Seoul Winter 2018: Eating Out Part 1

The beginning of the dilemma.



Maths is not my favourite subject but I like doing simple calculations. On the way from London to Seoul I count 8 rows of 2 seats and 4 rows of 3 seats in my cabin. This makes (8 x 2) + (3 x 4) = 16 + 12 = 28 seats. 

Only four of the seats are occupied and this means 4/28 = 1/7 = 14% occupancy. This makes for a quiet and relaxing flight, so it is a good time to catch up on reading the recently published 2019 Michelin Guide to Seoul.

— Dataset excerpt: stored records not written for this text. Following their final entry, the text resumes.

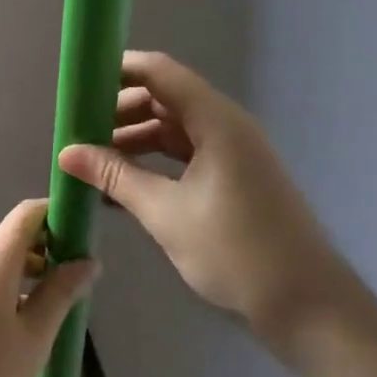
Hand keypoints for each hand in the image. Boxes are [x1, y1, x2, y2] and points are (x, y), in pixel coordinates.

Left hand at [0, 200, 98, 376]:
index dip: (57, 216)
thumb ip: (61, 293)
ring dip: (24, 275)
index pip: (28, 213)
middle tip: (73, 287)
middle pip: (12, 237)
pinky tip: (10, 333)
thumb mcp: (35, 338)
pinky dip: (1, 290)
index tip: (82, 240)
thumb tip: (87, 261)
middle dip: (46, 251)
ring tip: (47, 315)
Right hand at [59, 51, 357, 343]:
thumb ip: (116, 177)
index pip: (159, 72)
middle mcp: (225, 125)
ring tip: (93, 163)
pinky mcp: (235, 177)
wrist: (309, 306)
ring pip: (173, 129)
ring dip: (134, 140)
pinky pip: (186, 154)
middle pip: (164, 98)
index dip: (118, 70)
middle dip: (119, 110)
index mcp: (215, 120)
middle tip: (79, 132)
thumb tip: (67, 153)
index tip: (78, 83)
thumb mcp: (166, 213)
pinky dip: (155, 163)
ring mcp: (233, 152)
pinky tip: (123, 187)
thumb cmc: (236, 251)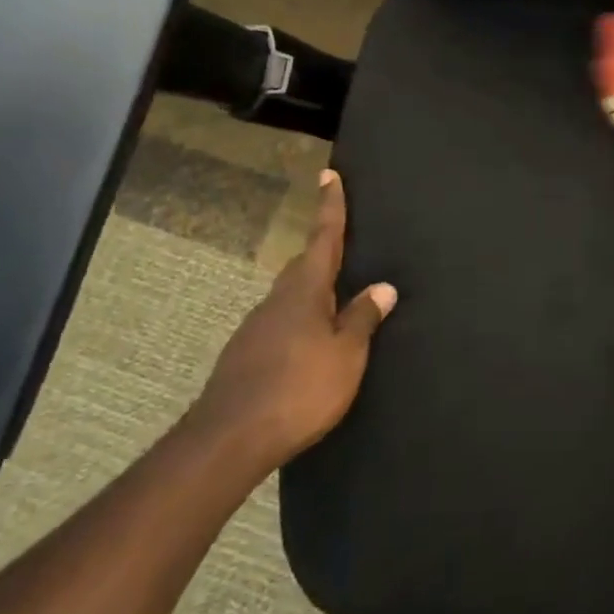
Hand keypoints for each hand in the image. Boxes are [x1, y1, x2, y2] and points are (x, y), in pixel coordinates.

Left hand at [187, 169, 396, 470]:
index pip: (323, 238)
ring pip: (291, 295)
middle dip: (323, 249)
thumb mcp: (346, 354)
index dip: (330, 206)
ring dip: (313, 288)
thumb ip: (364, 318)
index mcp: (305, 291)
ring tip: (336, 298)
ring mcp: (257, 327)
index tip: (329, 174)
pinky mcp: (246, 354)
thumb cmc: (299, 389)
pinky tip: (310, 341)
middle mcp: (278, 300)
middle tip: (344, 241)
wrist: (230, 438)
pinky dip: (301, 318)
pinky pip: (282, 322)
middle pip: (304, 264)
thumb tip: (383, 286)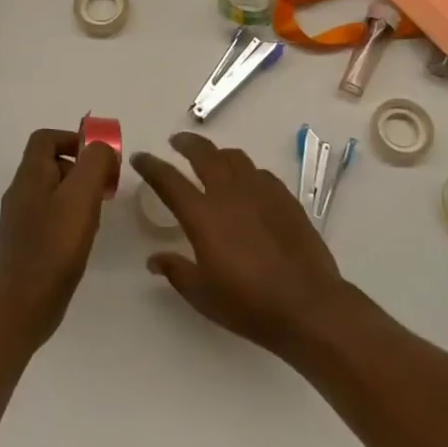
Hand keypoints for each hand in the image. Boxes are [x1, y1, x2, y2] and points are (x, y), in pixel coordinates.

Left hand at [0, 128, 112, 344]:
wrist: (23, 306)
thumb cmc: (54, 246)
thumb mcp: (81, 196)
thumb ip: (94, 163)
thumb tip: (100, 148)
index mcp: (30, 175)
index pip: (45, 138)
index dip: (73, 138)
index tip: (99, 158)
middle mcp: (21, 192)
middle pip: (52, 162)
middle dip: (82, 168)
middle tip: (105, 188)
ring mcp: (21, 219)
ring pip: (54, 190)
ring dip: (79, 194)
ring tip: (97, 215)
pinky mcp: (27, 242)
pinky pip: (51, 215)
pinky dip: (71, 217)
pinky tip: (84, 237)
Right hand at [132, 132, 351, 356]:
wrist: (307, 304)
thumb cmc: (248, 304)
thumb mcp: (202, 295)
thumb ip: (176, 271)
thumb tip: (154, 259)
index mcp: (203, 215)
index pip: (168, 180)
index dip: (151, 165)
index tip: (140, 158)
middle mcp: (229, 193)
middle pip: (203, 153)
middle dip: (186, 143)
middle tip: (176, 142)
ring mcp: (260, 191)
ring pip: (234, 157)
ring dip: (217, 153)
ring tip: (211, 159)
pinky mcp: (284, 197)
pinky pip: (259, 173)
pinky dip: (245, 171)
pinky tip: (247, 184)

We are staying for six days and realistically I should be looking at around 12 restaurants to try. I start off well enough and only look at the places listed in the area where our hotel is located, that is to say, around Jongno-gu and Jung-gu. Even discounting the places serving dishes I do not want to try (pork backbone stew, braised pig’s trotters, beef tripe, intestine and blood, ox knee soup, loach soup) and making sure I skip any restaurants we have eaten in before, there still remains around 20 restaurants that I do want to try.

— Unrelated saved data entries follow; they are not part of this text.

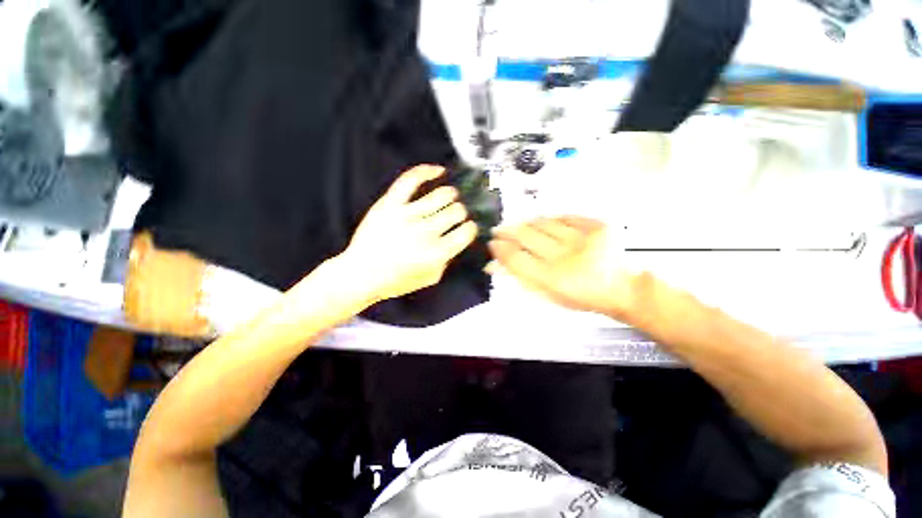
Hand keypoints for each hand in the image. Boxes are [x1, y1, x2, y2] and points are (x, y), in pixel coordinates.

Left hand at [339, 165, 477, 302]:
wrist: (361, 274)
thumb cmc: (396, 280)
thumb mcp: (431, 278)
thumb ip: (447, 260)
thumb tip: (454, 239)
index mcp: (437, 252)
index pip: (466, 232)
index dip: (471, 229)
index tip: (468, 228)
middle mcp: (426, 232)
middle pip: (457, 211)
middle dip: (461, 213)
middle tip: (456, 215)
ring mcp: (407, 215)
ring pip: (442, 195)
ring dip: (451, 195)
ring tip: (450, 197)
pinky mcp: (391, 203)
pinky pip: (411, 180)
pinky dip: (427, 171)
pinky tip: (439, 171)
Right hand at [488, 217, 638, 318]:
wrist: (623, 289)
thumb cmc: (580, 297)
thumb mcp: (547, 294)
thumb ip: (520, 277)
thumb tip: (492, 265)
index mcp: (551, 278)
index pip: (514, 257)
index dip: (499, 248)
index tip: (493, 243)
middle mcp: (564, 256)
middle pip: (525, 236)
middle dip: (507, 231)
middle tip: (499, 230)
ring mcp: (582, 238)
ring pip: (542, 222)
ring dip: (526, 224)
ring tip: (521, 227)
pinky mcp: (597, 225)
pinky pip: (564, 216)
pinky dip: (551, 220)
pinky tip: (546, 224)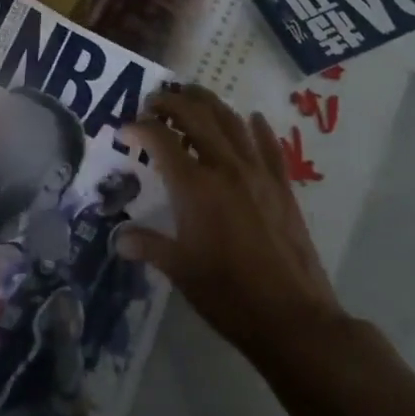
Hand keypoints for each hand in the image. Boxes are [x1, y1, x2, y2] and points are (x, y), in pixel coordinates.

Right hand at [118, 84, 346, 366]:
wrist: (294, 319)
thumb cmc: (228, 294)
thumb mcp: (180, 270)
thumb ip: (148, 245)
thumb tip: (120, 239)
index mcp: (195, 186)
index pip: (160, 139)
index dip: (139, 127)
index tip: (124, 130)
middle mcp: (225, 168)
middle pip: (195, 117)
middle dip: (170, 103)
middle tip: (153, 102)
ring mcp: (258, 174)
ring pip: (231, 122)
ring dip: (208, 103)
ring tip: (191, 96)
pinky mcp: (282, 187)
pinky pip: (270, 146)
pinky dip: (257, 128)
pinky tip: (252, 118)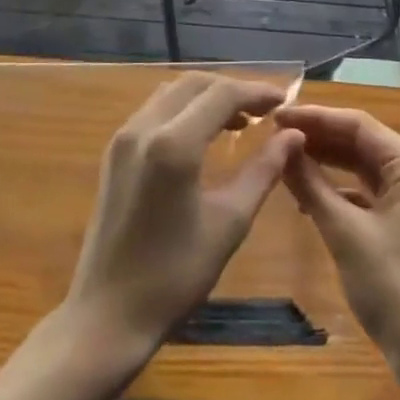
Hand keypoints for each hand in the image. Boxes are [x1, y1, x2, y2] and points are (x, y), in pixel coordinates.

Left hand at [63, 74, 301, 365]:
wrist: (107, 315)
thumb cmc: (175, 275)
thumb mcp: (230, 223)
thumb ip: (263, 171)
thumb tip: (293, 135)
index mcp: (173, 144)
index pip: (222, 94)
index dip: (257, 92)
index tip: (286, 101)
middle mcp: (144, 128)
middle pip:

I haven’t even factored in the restaurant at the Signiel (Seoul’s equivalent of the Shard), the restaurants in D-Tower and Gran Seoul, and those in every office block that line the main streets of Gwanghwamun. Then there is my favourite sundubu restaurant and the bindaetteok shop that is round the corner from the hotel. I have often looked into the window and wondered what it would be like to bite into the crispy outside soft inside mung bean pancake but never found the time to do so. And right opposite the entrance to the hotel (not even round the corner) is the fried chicken shop. 

I am thinking of soft-serve ice cream and hand-rolled kimbap. I am thinking of croissants and coffee at Terarosa and heotteok from the stall in Insadong-gil. I am thinking: what kind of job can I get in Seoul that will allow me to stay here for a year and do this massive food walkabout? It is a taxing question.

The first eating out decision was made by Seoul Sister (as I have mentioned previously, SS is not my real sister but is like a sister to me) as we head to Yongsusan, after dropping off our bags at the hotel. The question was whether to drive there or to walk for over 30 minutes and despite the freezing cold, we decide to walk. It was such a good decision as there was a lot of delicious Korean food to eat over the milti-course lunch.

I decided not to take pictures of every course as we were catching up with each others’ family news but even when I think back to each dish I am thanking my friend June who first encouraged me to try Korean food.

SS’s mum was from North Korea and so she appreciates the style of cooking here as the restaurant serves Gaeseong-style dishes. We had tasting portions of porridge, watery kimchi, mung bean jelly salad, seasoned bean sprouts, sliced pork belly, oyster salad, pan-fried aubergine, lotus root and battered fish, a warming soup, beef bulgogi and bibimpap.

Towards the end of the lunch I had to take two photos.



Another long walk beckoned but the path led to Terarosa where we had coffee, tea and shared a large slice of apple and banana pie. I know, this sounds like some strange hybrid but you can always trust Terarosa, which has test kitchens in their HQ in Gangneung, to only serve superstar cakes and breads.

Can we still eat dinner? Why, yes, because we will do more walking in the cold.

D-Tower houses many restaurants across several floors and there are many choices: burger, pizza, pasta, hummus, Vietnamese pho, Japanese sushi, Bills’ casual Australian (Granger and Co in London), Korean buffet and even a restaurant where every dish is based around garlic.

We settle on a beef and mushroom hotpot at Sariwon.

At the end of a most warming dinner, which came accompanied by five banchan (side dishes) I suggested to Mr Gochugaru that this would make such a good meal when the children are back home over Christmas. We could even do a small separate one for Junior 2  with tofu and more vegetables instead of the beef.



The one thing that we are reminded time and time again as Christians is that anything can be an idol. From the early days post-Exodus when the Israelites (as God’s chosen people) melted gold to form a golden calf, to the first Christians post-Jesus’ resurrection who had no shortage of Greek and Roman gods to turn to, we too in this day and age can fall into a trap of worshipping something other than the one, true God.

I bear this in mind every time I go through a list of things I want to eat and restaurants I want to dine in, that I should enjoy the experience but not let it control my every waking hour. On a basic level, this means I am not going to lose any sleep over it, not lose my temper if I don’t get a table and not lose sight of what else I can do in this great city. 

So I am going to make a start on my personal food tour and see how much ground I can cover. Photos and brief descriptions of other restaurants in future Eating Out posts.